Mary Barra, PDG de General Motors, avec Carlos Tavares, président du directoire de PSA et Karl-Thomas Neumann, directeur général d'Opel, ce lundi 6 mars au siège de PSA à Paris.

Mary Barra, PDG de General Motors, avec Carlos Tavares, président du directoire de PSA et Karl-Thomas Neumann, directeur général d'Opel, ce lundi 6 mars au siège de PSA à Paris. - Eric Fererberg - AFP

C'est fait, PSA et General Motors ont conclu ce lundi 6 mars la vente d’Opel au groupe français. Retour sur six mois de négociations entre Français, Allemands et Américains.

Peugeot Citroën met fin à 90 ans de cohabitation américano-allemande chez Opel. Le directeur général de PSA, Carlos Tavares, et Mary Barra, la directrice générale de General Motors, ont en effet conclu ce lundi 06 mars la vente d’Opel et des activités européennes de l’américain au français, pour la somme totale de 2,3 milliards d’euros.

"La vente des activités européennes représente une nouvelle étape importante dans le processus de transformation de notre entreprise", a conclu Mary Barra, lors de la conférence de presse conjointe des 2 constructeurs à Paris. Cette conférence de presse clôt surtout un round de négociations rondement mené entre les deux groupes.

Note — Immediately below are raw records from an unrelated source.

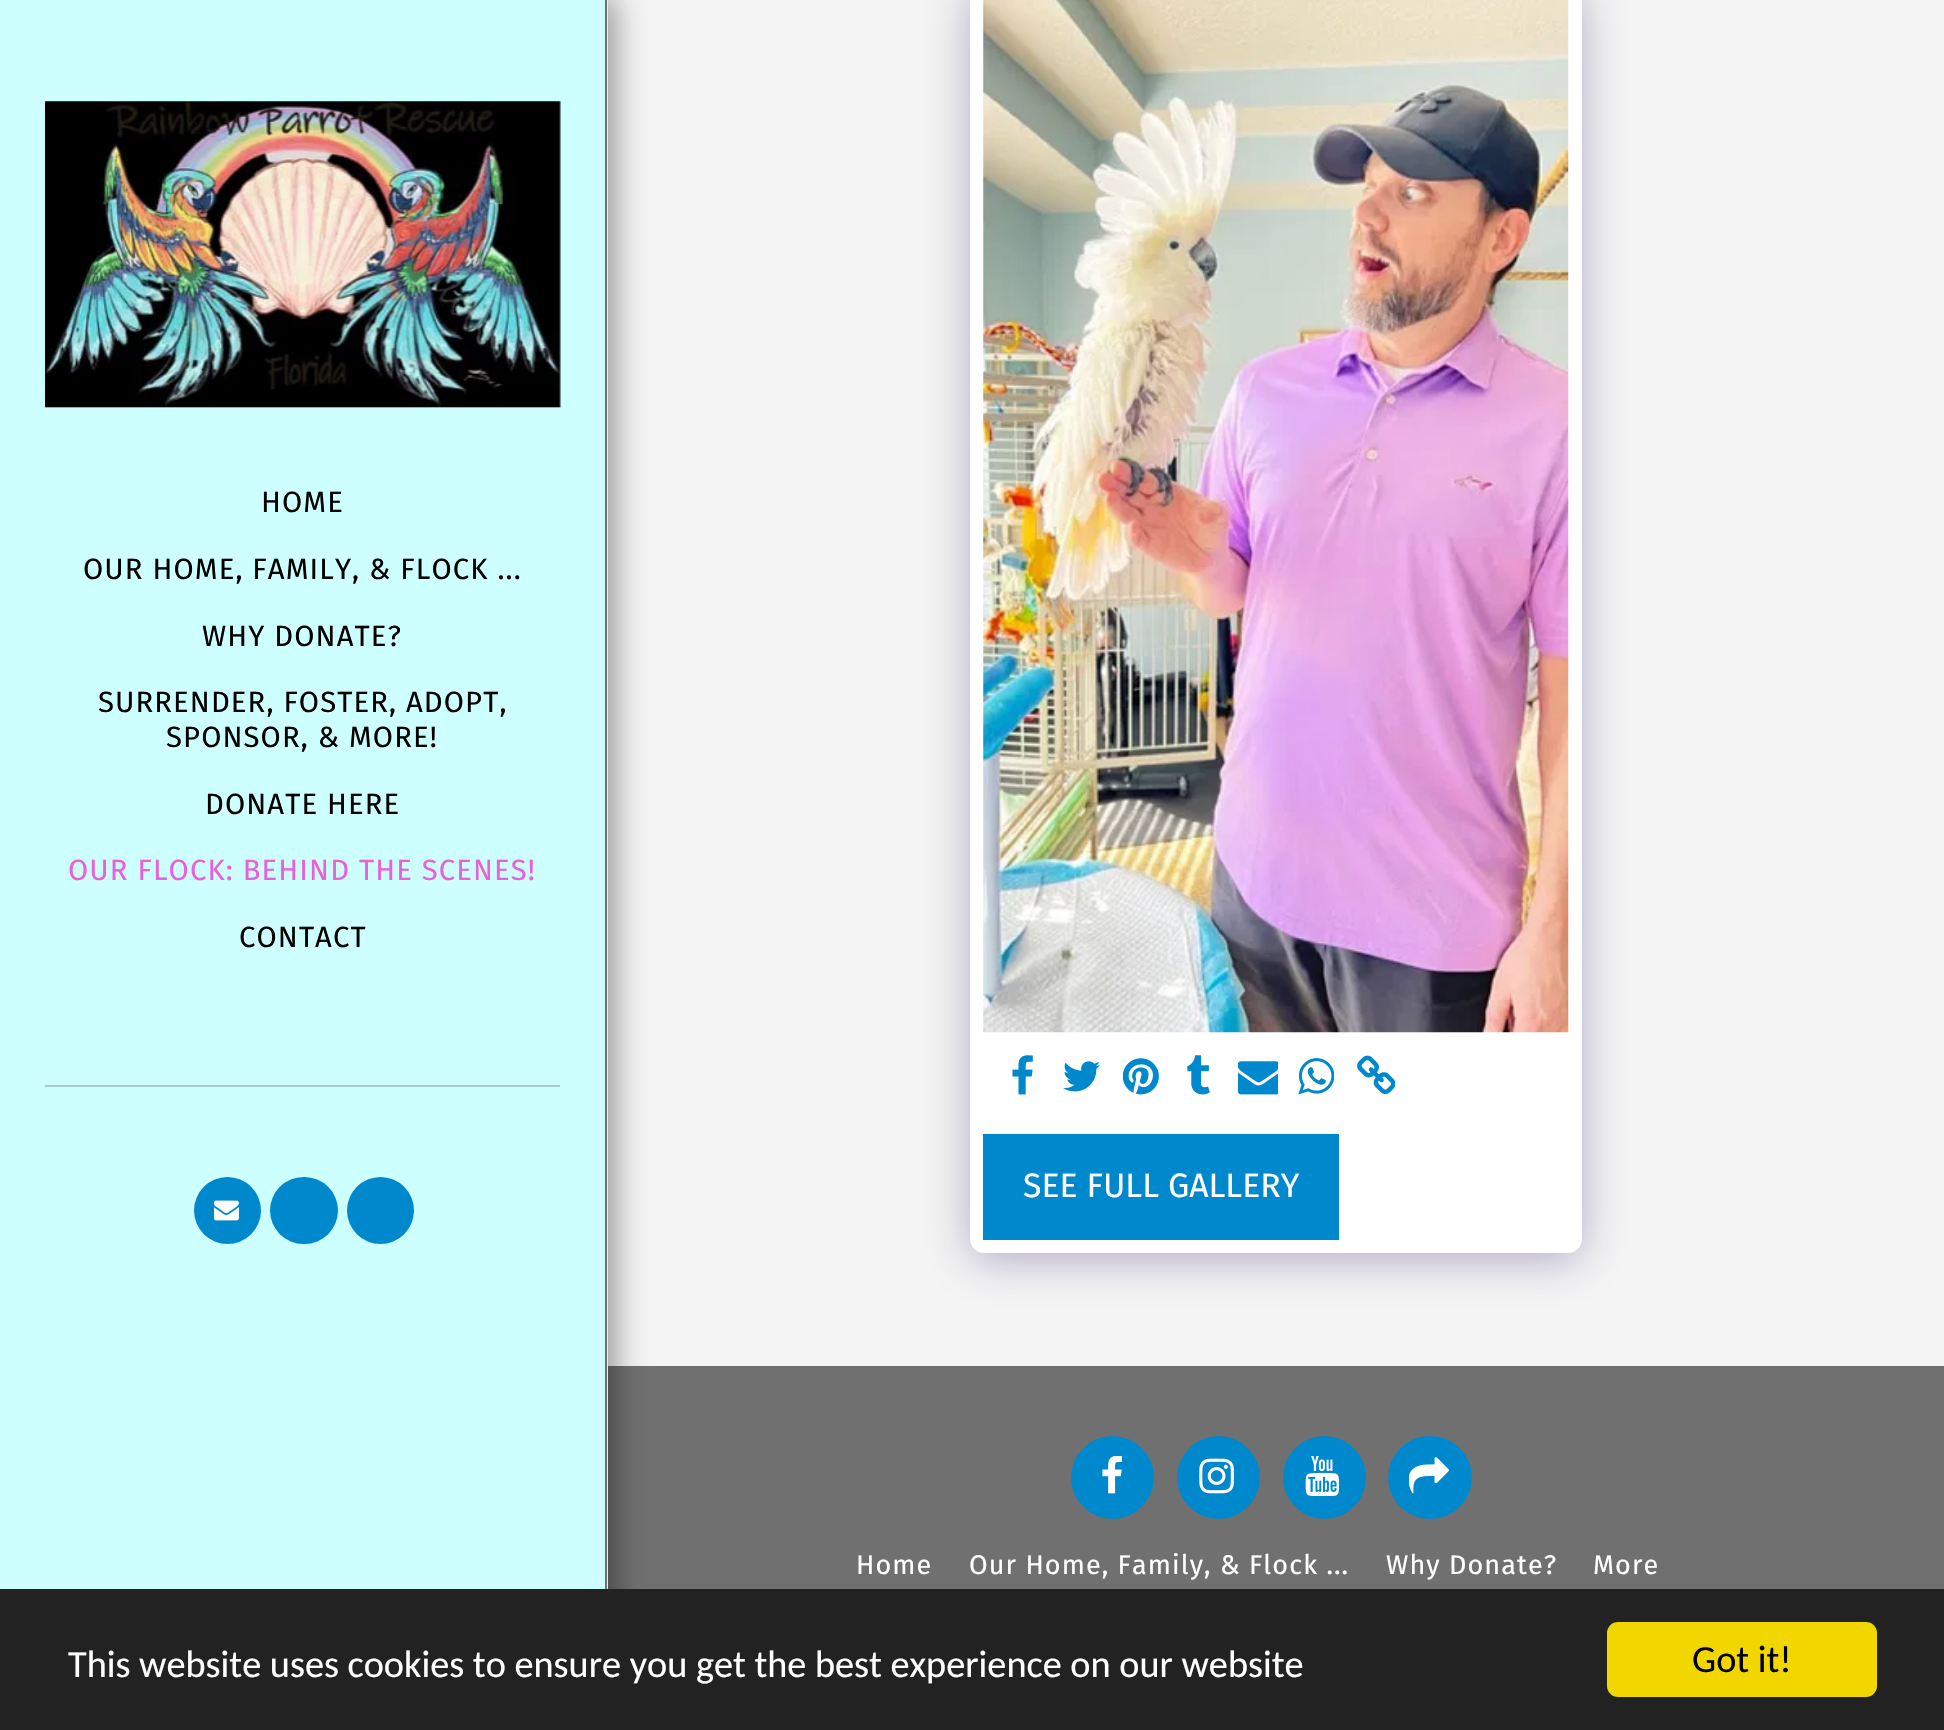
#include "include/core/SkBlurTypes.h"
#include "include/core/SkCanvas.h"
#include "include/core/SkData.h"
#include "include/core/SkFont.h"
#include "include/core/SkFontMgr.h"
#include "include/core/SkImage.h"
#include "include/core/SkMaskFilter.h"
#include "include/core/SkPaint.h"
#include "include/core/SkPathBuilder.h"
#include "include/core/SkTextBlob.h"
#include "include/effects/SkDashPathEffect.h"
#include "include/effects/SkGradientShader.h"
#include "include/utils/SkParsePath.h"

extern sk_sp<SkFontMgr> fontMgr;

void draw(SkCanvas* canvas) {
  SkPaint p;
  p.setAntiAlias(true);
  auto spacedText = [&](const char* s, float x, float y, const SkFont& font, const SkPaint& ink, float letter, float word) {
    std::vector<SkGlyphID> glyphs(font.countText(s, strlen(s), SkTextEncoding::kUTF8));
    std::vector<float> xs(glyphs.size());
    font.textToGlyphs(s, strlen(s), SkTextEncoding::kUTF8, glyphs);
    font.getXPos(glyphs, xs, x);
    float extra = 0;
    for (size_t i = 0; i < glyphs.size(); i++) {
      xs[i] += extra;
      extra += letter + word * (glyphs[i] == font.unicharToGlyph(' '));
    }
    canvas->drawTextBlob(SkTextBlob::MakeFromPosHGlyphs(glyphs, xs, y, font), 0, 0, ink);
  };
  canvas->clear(SkColorSetRGB(244, 244, 244));
  p.setColor(SkColorSetRGB(112, 112, 112));
  canvas->drawRect(SkRect::MakeLTRB(608, 1366, 1944, 1589), p);
  p.setColor(SkColorSetARGB(89, 0, 0, 0));
  p.setMaskFilter(SkMaskFilter::MakeBlur(kNormal_SkBlurStyle, 13.5f));
  canvas->drawRect(SkRect::MakeLTRB(0, -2, 617, 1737), p);
  p.setMaskFilter(nullptr);
  p.setColor(SkColorSetRGB(205, 255, 255));
  canvas->drawRect(SkRect::MakeLTRB(0, 0, 608, 1589), p);
  p.setColor(SkColorSetRGB(112, 112, 112));
  canvas->drawRect(SkRect::MakeLTRB(605, 0, 607, 1589), p);
  canvas->drawImageRect(SkImages::DeferredFromEncodedData(SkData::MakeFromFileName("images/1.png")), SkRect::MakeLTRB(45, 101, 561, 408), SkSamplingOptions());
  p.setColor(SkColorSetRGB(164, 204, 204));
  canvas->drawRect(SkRect::MakeLTRB(45, 1085, 560, 1087), p);
  p.setColor(SkColorSetRGB(0, 136, 204));
  canvas->drawCircle(227.5f, 1210.5f, 33.5f, p);
  canvas->drawImageRect(SkImages::DeferredFromEncodedData(SkData::MakeFromFileName("images/2.png")), SkRect::MakeLTRB(214, 1200, 239, 1221), SkSamplingOptions());
  canvas->drawRoundRect(SkRect::MakeLTRB(270, 1177, 338, 1244), 33.5f, 33.5f, p);
  canvas->drawCircle(380.5f, 1210.5f, 33.5f, p);
  p.setColor(SkColorSetARGB(102, 77, 63, 122));
  p.setMaskFilter(SkMaskFilter::MakeBlur(kNormal_SkBlurStyle, 22.5f));
  canvas->drawRoundRect(SkRect::MakeLTRB(970, -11, 1582, 1260), 14, 14, p);
  p.setMaskFilter(nullptr);
  p.setColor(SK_ColorWHITE);
  canvas->drawRoundRect(SkRect::MakeLTRB(970, -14, 1582, 1253), 14, 14, p);
  canvas->drawImageRect(SkImages::DeferredFromEncodedData(SkData::MakeFromFileName("images/3.png")), SkRect::MakeLTRB(983, 0, 1569, 1033), SkSamplingOptions());
  canvas->drawImageRect(SkImages::DeferredFromEncodedData(SkData::MakeFromFileName("images/4.png")), SkRect::MakeLTRB(1012, 1055, 1033, 1095), SkSamplingOptions());
  canvas->drawImageRect(SkImages::DeferredFromEncodedData(SkData::MakeFromFileName("images/5.png")), SkRect::MakeLTRB(1063, 1061, 1100, 1092), SkSamplingOptions());
  canvas->drawImageRect(SkImages::DeferredFromEncodedData(SkData::MakeFromFileName("images/6.png")), SkRect::MakeLTRB(1123, 1058, 1159, 1095), SkSamplingOptions());
  canvas->drawImageRect(SkImages::DeferredFromEncodedData(SkData::MakeFromFileName("images/7.png")), SkRect::MakeLTRB(1187, 1055, 1210, 1095), SkSamplingOptions());
  canvas->drawImageRect(SkImages::DeferredFromEncodedData(SkData::MakeFromFileName("images/8.png")), SkRect::MakeLTRB(1238, 1061, 1278, 1095), SkSamplingOptions());
  canvas->drawImageRect(SkImages::DeferredFromEncodedData(SkData::MakeFromFileName("images/9.png")), SkRect::MakeLTRB(1298, 1058, 1334, 1095), SkSamplingOptions());
  canvas->drawImageRect(SkImages::DeferredFromEncodedData(SkData::MakeFromFileName("images/10.png")), SkRect::MakeLTRB(1357, 1055, 1395, 1094), SkSamplingOptions());
  p.setColor(SkColorSetRGB(0, 136, 204));
  canvas->drawRect(SkRect::MakeLTRB(983, 1134, 1339, 1240), p);
  canvas->drawCircle(1112.5f, 1477.5f, 40.5f, p);
  p.setStyle(SkPaint::kStroke_Style);
  p.setStrokeWidth(2);
  canvas->drawCircle(1112.5f, 1477.5f, 40.5f, p);
  canvas->drawImageRect(SkImages::DeferredFromEncodedData(SkData::MakeFromFileName("images/11.png")), SkRect::MakeLTRB(1102, 1456, 1122, 1494), SkSamplingOptions());
  p.setStyle(SkPaint::kFill_Style);
  canvas->drawCircle(1218.5f, 1477.5f, 40.5f, p);
  p.setStyle(SkPaint::kStroke_Style);
  canvas->drawCircle(1218.5f, 1477.5f, 40.5f, p);
  canvas->drawImageRect(SkImages::DeferredFromEncodedData(SkData::MakeFromFileName("images/12.png")), SkRect::MakeLTRB(1199, 1458, 1234, 1494), SkSamplingOptions());
  p.setStyle(SkPaint::kFill_Style);
  canvas->drawCircle(1324.5f, 1477.5f, 40.5f, p);
  p.setStyle(SkPaint::kStroke_Style);
  canvas->drawCircle(1324.5f, 1477.5f, 40.5f, p);
  canvas->drawImageRect(SkImages::DeferredFromEncodedData(SkData::MakeFromFileName("images/13.png")), SkRect::MakeLTRB(1305, 1456, 1340, 1496), SkSamplingOptions());
  p.setStyle(SkPaint::kFill_Style);
  canvas->drawRoundRect(SkRect::MakeLTRB(1389, 1437, 1471, 1518), 40.5f, 40.5f, p);
  p.setStyle(SkPaint::kStroke_Style);
  canvas->drawRoundRect(SkRect::MakeLTRB(1389, 1437, 1471, 1518), 40.5f, 40.5f, p);
  canvas->drawImageRect(SkImages::DeferredFromEncodedData(SkData::MakeFromFileName("images/14.png")), SkRect::MakeLTRB(1409, 1457, 1449, 1494), SkSamplingOptions());
  p.setStyle(SkPaint::kFill_Style);
  p.setColor(SkColorSetRGB(34, 34, 34));
  canvas->drawRect(SkRect::MakeLTRB(0, 1589, 1944, 1730), p);
  p.setColor(SkColorSetRGB(241, 214, 0));
  canvas->drawRoundRect(SkRect::MakeLTRB(1607, 1622, 1877, 1697), 11, 11, p);
  SkFont font1(fontMgr->matchFamilyStyle("Fira Sans", SkFontStyle::Normal()), 29.25f);
  font1.setSubpixel(true);
  p.setColor(SK_ColorBLACK);
  spacedText("HOME", 261, 512, font1, p, 1.1f, 0);
  spacedText("OUR HOME, FAMILY, & FLOCK ...", 83, 579, font1, p, 1.1f, 0);
  spacedText("WHY DONATE?", 202, 646, font1, p, 1.1f, 0);
  spacedText("SURRENDER, FOSTER, ADOPT,", 98, 712, font1, p, 1.1f, 0);
  spacedText("SPONSOR, & MORE!", 166, 747, font1, p, 1.1f, 0);
  spacedText("DONATE HERE", 205, 814, font1, p, 1.1f, 0);
  p.setColor(SkColorSetRGB(234, 95, 218));
  spacedText("OUR FLOCK: BEHIND THE SCENES!", 68, 880, font1, p, 1.1f, 0);
  p.setColor(SK_ColorBLACK);
  spacedText("CONTACT", 239, 947, font1, p, 1.1f, 0);
  SkFont font2(fontMgr->matchFamilyStyle("Fira Sans", SkFontStyle::Normal()), 33.75f);
  font2.setSubpixel(true);
  p.setColor(SK_ColorWHITE);
  canvas->drawString("SEE FULL GALLERY", 1023, 1197, font2, p);
  SkFont font3(fontMgr->matchFamilyStyle("Fira Sans", SkFontStyle::Normal()), 27);
  font3.setSubpixel(true);
  spacedText("Home", 856, 1574, font3, p, 1.1f, 0);
  spacedText("Our Home, Family, & Flock ...", 969, 1574, font3, p, 1.1f, 0);
  spacedText("Why Donate?", 1386, 1574, font3, p, 1.1f, 0);
  spacedText("More", 1593, 1574, font3, p, 1.1f, 0);
  SkFont font4(fontMgr->matchFamilyStyle("Carlito", SkFontStyle::Normal()), 38.25f);
  font4.setSubpixel(true);
  canvas->drawString("This website uses cookies to ensure you get the best experience on our website", 68, 1677, font4, p);
  p.setColor(SK_ColorBLACK);
  canvas->drawString("Got it!", 1692, 1672, font4, p);
}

Nom de code de tout le processus: "Magritte", rapporte Les Echos.

Les racines d’un rachat nées en 2012

Les prémices de toute l’opération remontent en fait à 2012. PSA et General Motors viennent alors de signer le 29 février une alliance qui se veut mondiale, et sera en fait surtout européenne. Les deux groupes divorcent fin 2013, mais Opel et PSA produiront tout de même en commun 3 nouveaux véhicules. Des liens industriels et personnels sont alors noués des deux côtés du Rhin. L’idée d’une vente définitive d’Opel à PSA remonte elle au printemps dernier, selon le Wall Street Journal. Début 2016, enfin sortis de la crise, les bons résultats de General Motors ne souffrent que d’une seule ombre: ses activités européennes, et donc Opel-Vauxhall.

Les finances de l'allemand vont mieux, mais Opel perd toujours de l’argent. General Motors est lui un constructeur en pleine renaissance, centré sur l’Amérique, le développement de la voiture électrique et ses opérations en Chine. Depuis son arrivée à la tête du groupe américain en 2013, Mary Barra a contribué au redressement aussi bien financier que stratégique de GM. Son mot d’ordre: se concentrer sur ce qui rapporte de l’argent, préparer l’avenir et assainir au maximum les finances. Les discussions se nouent réellement au Mondial de l’Automobile en octobre, à Paris.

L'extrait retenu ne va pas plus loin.